**What you are asked to do**
Transcribe all data verbatim. Skip the pictures.

**Information given**

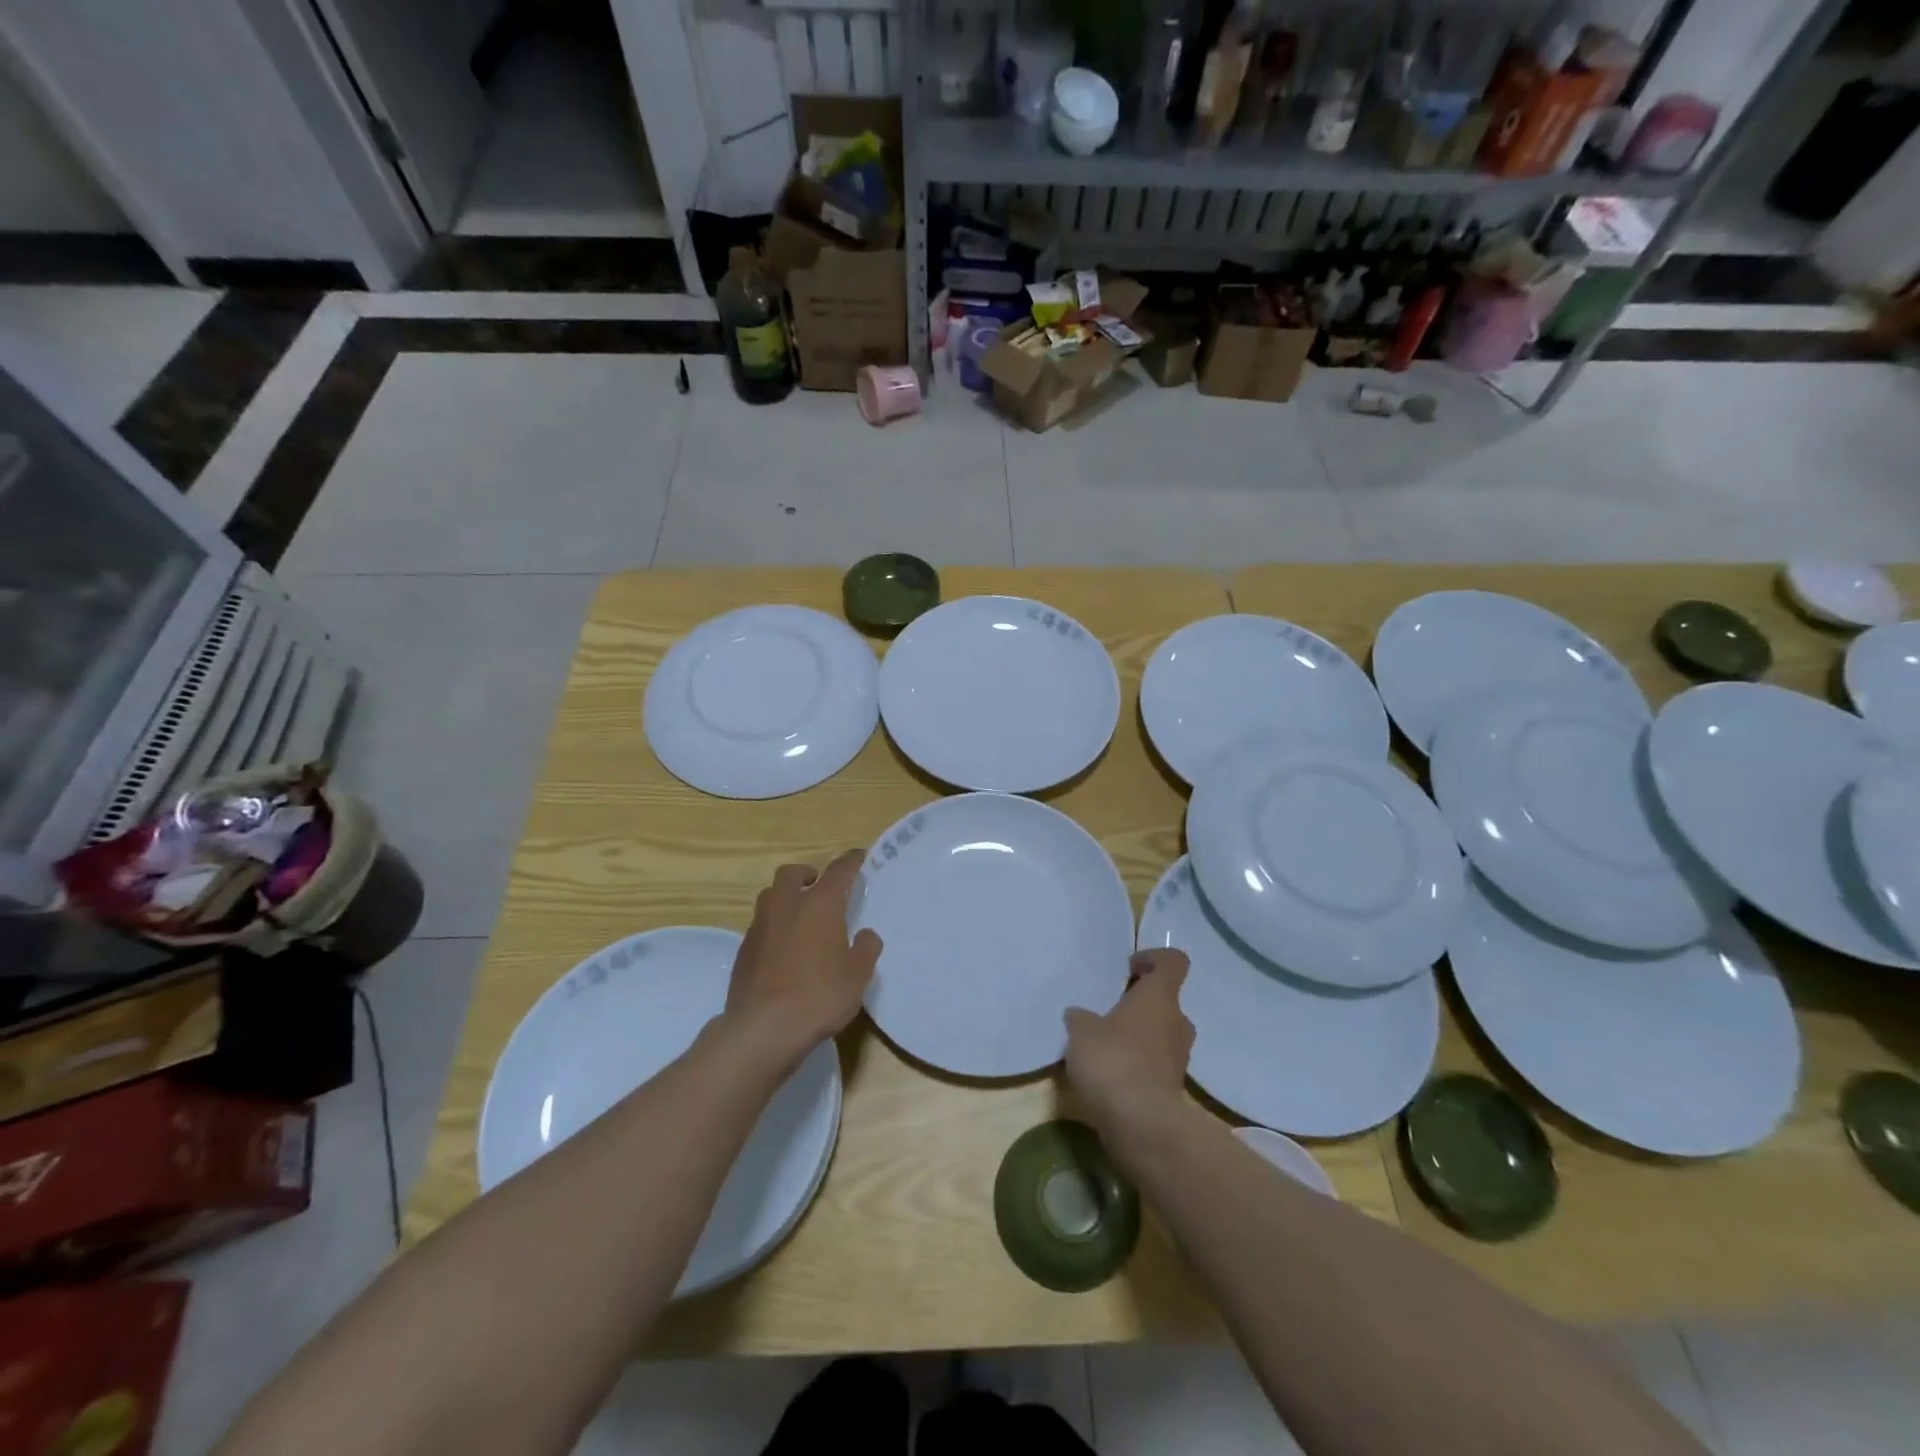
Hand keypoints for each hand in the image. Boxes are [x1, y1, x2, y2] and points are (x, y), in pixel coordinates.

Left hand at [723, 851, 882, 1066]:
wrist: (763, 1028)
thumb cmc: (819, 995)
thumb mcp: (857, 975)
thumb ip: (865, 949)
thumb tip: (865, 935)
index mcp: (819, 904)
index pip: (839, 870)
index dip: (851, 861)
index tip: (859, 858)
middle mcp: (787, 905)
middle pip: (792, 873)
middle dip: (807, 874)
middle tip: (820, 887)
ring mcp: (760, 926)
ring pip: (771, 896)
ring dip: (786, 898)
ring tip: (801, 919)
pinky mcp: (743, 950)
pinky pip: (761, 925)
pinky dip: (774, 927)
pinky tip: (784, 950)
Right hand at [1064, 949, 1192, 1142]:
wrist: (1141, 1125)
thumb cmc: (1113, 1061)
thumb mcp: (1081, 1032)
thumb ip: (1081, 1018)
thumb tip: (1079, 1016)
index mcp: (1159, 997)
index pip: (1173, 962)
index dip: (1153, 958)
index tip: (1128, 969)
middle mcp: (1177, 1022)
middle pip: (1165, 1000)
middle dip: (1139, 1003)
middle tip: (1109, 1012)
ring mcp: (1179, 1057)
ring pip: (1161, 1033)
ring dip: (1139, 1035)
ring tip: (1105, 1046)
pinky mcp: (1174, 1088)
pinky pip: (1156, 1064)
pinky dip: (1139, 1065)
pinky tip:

**Exercise output**
Hand keypoints for each hand in the image. Boxes are [x1, y1, x2, y2] and points are (x, y), in pixel coordinates.

Left hand at [723, 851, 882, 1066]:
wrist: (763, 1028)
thumb cmc: (819, 995)
thumb mcp: (857, 975)
thumb ip: (865, 949)
thumb tip: (865, 935)
index mcp: (819, 904)
index pip: (839, 870)
index dip: (851, 861)
index tip: (859, 858)
middle mcp: (787, 905)
middle pip: (792, 873)
middle dip: (807, 874)
middle tip: (820, 887)
ring mcp: (760, 926)
ring pip: (771, 896)
ring dip: (786, 898)
ring tip: (801, 919)
pinky mcp: (743, 950)
pinky pip: (761, 925)
pinky dip: (774, 927)
pinky tip: (784, 950)
Right hand at [1064, 949, 1192, 1142]:
wrist: (1141, 1125)
thumb cmc: (1113, 1061)
thumb mcp: (1081, 1032)
thumb ip: (1081, 1018)
thumb tip: (1079, 1016)
index mcp: (1159, 997)
index pip: (1173, 962)
index dip: (1153, 958)
index tip: (1128, 969)
middle mcp: (1177, 1022)
middle pip: (1165, 1000)
middle dip: (1139, 1003)
middle tip: (1109, 1012)
ring mcp: (1179, 1057)
ring pip: (1161, 1033)
ring dip: (1139, 1035)
ring tip: (1105, 1046)
pinky mcp: (1174, 1088)
pinky pip: (1156, 1064)
pinky dip: (1139, 1065)
pinky tip:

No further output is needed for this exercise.